TASK DESCRIPTION:
Print out each entry without alteration, and keep the pictures out.

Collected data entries
=-=-=-=-=
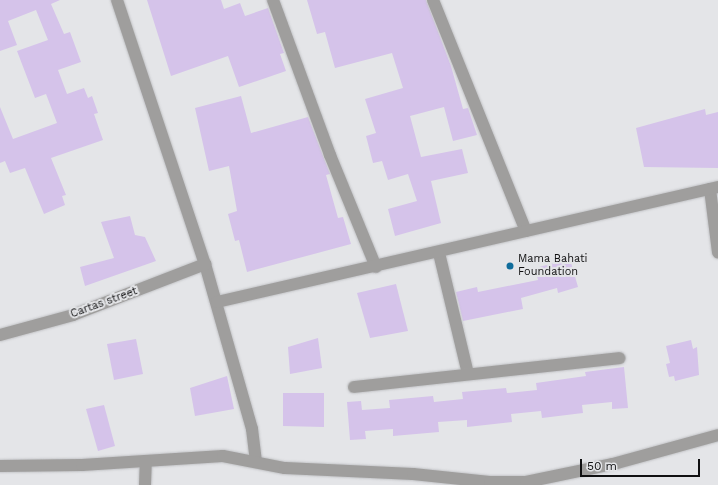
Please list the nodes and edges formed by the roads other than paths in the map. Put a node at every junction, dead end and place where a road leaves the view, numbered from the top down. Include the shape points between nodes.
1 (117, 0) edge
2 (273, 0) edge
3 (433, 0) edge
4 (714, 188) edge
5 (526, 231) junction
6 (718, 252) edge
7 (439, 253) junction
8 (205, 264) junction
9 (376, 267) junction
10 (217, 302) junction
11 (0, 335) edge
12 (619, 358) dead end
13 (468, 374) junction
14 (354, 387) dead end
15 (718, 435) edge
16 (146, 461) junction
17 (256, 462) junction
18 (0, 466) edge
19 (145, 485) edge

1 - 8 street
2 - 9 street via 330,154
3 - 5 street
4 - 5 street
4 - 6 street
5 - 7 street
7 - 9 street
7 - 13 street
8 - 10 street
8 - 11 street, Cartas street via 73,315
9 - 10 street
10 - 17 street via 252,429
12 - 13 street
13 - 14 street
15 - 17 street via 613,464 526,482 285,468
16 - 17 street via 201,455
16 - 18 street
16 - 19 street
=-=-=-=-=
TASK ANSWER:
Please list the nodes and edges formed by the roads other than paths in the map. Put a node at every junction, dead end and place where a road leaves the view, numbered from the top down. Include the shape points between nodes.
1 (117, 0) edge
2 (273, 0) edge
3 (433, 0) edge
4 (714, 188) edge
5 (526, 231) junction
6 (718, 252) edge
7 (439, 253) junction
8 (205, 264) junction
9 (376, 267) junction
10 (217, 302) junction
11 (0, 335) edge
12 (619, 358) dead end
13 (468, 374) junction
14 (354, 387) dead end
15 (718, 435) edge
16 (146, 461) junction
17 (256, 462) junction
18 (0, 466) edge
19 (145, 485) edge

1 - 8 street
2 - 9 street via 330,154
3 - 5 street
4 - 5 street
4 - 6 street
5 - 7 street
7 - 9 street
7 - 13 street
8 - 10 street
8 - 11 street, Cartas street via 73,315
9 - 10 street
10 - 17 street via 252,429
12 - 13 street
13 - 14 street
15 - 17 street via 613,464 526,482 285,468
16 - 17 street via 201,455
16 - 18 street
16 - 19 street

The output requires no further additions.